Neo-Nazi website posts photos of Yeshiva University students

Thousands of photos and names of YU students and staff have been posted on a neo-Nazi website.

Arutz Sheva Staff ,

Yeshiva University
Yeshiva University
Arutz Sheva

A neo-Nazi website has posted photos and names of hundreds of Yeshivah University students and staff over the past year, according to a report by the YU Observer on Friday.

A threat was started on an online forum on Vanguard News Network (VNN), a neo-Nazi website, by Stewart Meadows in June 2018, titled “Jew journalist says her ‘jewish face’ makes her feel ugly." Meadows asked fellow members to comment on the "physical defects" of the journalist's "jewishness."

The thread took off and Meadows posted additional photos of Jews with their names as "more examples of the [Jewish] phenotype.” VNN members responded with comments like “these k*kes are ugly as hell” and saying that Jewish appearances are ugly because of the “money sucked up their big noses.”

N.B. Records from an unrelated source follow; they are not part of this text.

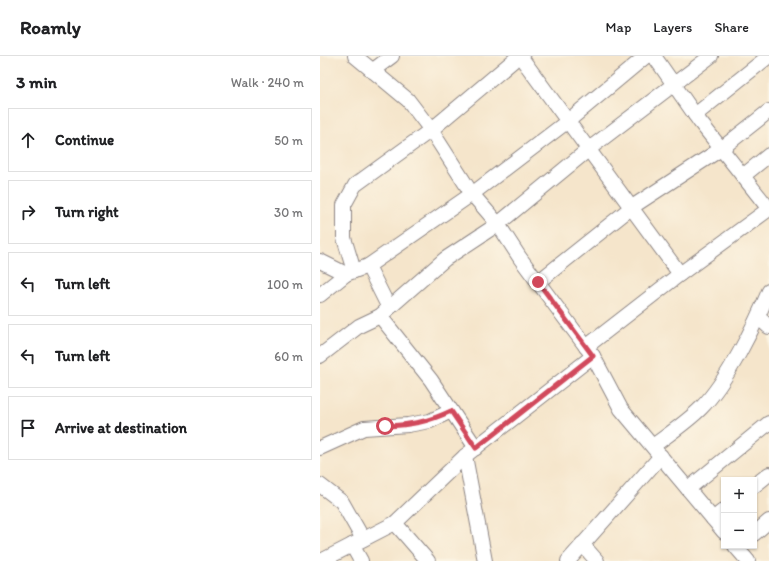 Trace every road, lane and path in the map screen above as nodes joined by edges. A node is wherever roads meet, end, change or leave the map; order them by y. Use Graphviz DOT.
graph roads {
  1 [pos="355,56"];
  2 [pos="392,56"];
  3 [pos="519,56"];
  4 [pos="646,56"];
  5 [pos="654,56"];
  6 [pos="711,56"];
  7 [pos="769,56"];
  8 [pos="372,71"];
  9 [pos="674,85"];
  10 [pos="769,111"];
  11 [pos="695,115"];
  12 [pos="568,121"];
  13 [pos="431,130"];
  14 [pos="589,149"];
  15 [pos="722,149"];
  16 [pos="769,155"];
  17 [pos="743,176"];
  18 [pos="472,194"];
  19 [pos="632,207"];
  20 [pos="769,209"];
  21 [pos="498,224"];
  22 [pos="320,261"];
  23 [pos="368,266"];
  24 [pos="350,272"];
  25 [pos="680,274"];
  26 [pos="538,282"];
  27 [pos="769,291"];
  28 [pos="320,295"];
  29 [pos="384,312"];
  30 [pos="758,317"];
  31 [pos="769,327"];
  32 [pos="589,352"];
  33 [pos="320,356"];
  34 [pos="451,411"];
  35 [pos="769,423"];
  36 [pos="320,448"];
  37 [pos="657,451"];
  38 [pos="470,452"];
  39 [pos="769,474"];
  40 [pos="757,484"];
  41 [pos="320,486"];
  42 [pos="688,489"];
  43 [pos="721,512"];
  44 [pos="713,519"];
  45 [pos="769,520"];
  46 [pos="395,523"];
  47 [pos="721,528"];
  48 [pos="757,531"];
  49 [pos="357,542"];
  50 [pos="582,544"];
  51 [pos="321,561"];
  52 [pos="361,561"];
  53 [pos="428,561"];
  54 [pos="485,561"];
  55 [pos="568,561"];
  56 [pos="597,561"];
  1 -- 8 [label="street"];
  2 -- 8 [label="street"];
  3 -- 12 [label="street"];
  3 -- 13 [label="street"];
  4 -- 12 [label="street"];
  5 -- 9 [label="street"];
  6 -- 9 [label="street"];
  7 -- 11 [label="street"];
  8 -- 13 [label="street"];
  9 -- 11 [label="street"];
  9 -- 14 [label="street"];
  10 -- 15 [label="street"];
  11 -- 15 [label="street"];
  12 -- 14 [label="street"];
  12 -- 18 [label="street"];
  13 -- 18 [label="street"];
  13 -- 24 [label="street"];
  14 -- 19 [label="street"];
  14 -- 21 [label="street"];
  15 -- 17 [label="street"];
  15 -- 19 [label="street"];
  16 -- 17 [label="street"];
  17 -- 20 [label="street"];
  18 -- 21 [label="street"];
  18 -- 23 [label="street"];
  19 -- 25 [label="street"];
  19 -- 26 [label="street"];
  20 -- 25 [label="street"];
  21 -- 26 [label="street"];
  21 -- 29 [label="street"];
  22 -- 24 [label="street"];
  23 -- 24 [label="street"];
  23 -- 29 [label="street"];
  24 -- 28 [label="street"];
  25 -- 32 [label="street"];
  26 -- 32 [label="street"];
  27 -- 30 [label="street"];
  29 -- 33 [label="street"];
  29 -- 34 [label="street"];
  30 -- 31 [label="street"];
  30 -- 37 [label="street"];
  32 -- 37 [label="street"];
  32 -- 38 [label="street"];
  34 -- 36 [label="street"];
  34 -- 38 [label="street"];
  35 -- 42 [label="street"];
  37 -- 42 [label="street"];
  37 -- 50 [label="street"];
  38 -- 46 [label="street"];
  38 -- 54 [label="street"];
  39 -- 40 [label="street"];
  41 -- 49 [label="street"];
  42 -- 44 [label="street"];
  43 -- 44 [label="street"];
  44 -- 47 [label="street"];
  45 -- 48 [label="street"];
  46 -- 49 [label="street"];
  46 -- 53 [label="street"];
  49 -- 51 [label="street"];
  49 -- 52 [label="street"];
  50 -- 55 [label="street"];
  50 -- 56 [label="street"];
}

Meadows continued to post photos of hundreds of faces of YU students and staff, captioned “Pictures of jews from Yeshiva University.” As of a day ago, the thread has been continuously active, with thousands of photos and names of YU students and faculty (past and present) posted, including many children.

Josh Joseph, senior vice president of YU, stated on Friday afternoon, "“[…]Those photos are part of a much larger collection of images and commentary that includes anti-Semitic and racist language. The content of the online forum targeting members of our community is appalling and offensive. Targeting individuals on the basis of their religion, ethnicity or race is inexcusable. While this situation is obviously disturbing, our security team has investigated and found no direct threat to the individuals appearing in the photos or to Yeshiva University. We do not believe there is reason to be concerned at this time, and our security team will continue to monitor the situation. We encourage you to ignore the site and not seek it out or visit it since experts advise that individuals of this nature seek attention.”

A YU student told the Observer that when she first saw the thread, she “felt sickened, then angry, then scared. An anti-Semitic incident in and of itself is enough of a reason to scream out in pain, but this has proved itself to be a direct attack against our Jewish community.”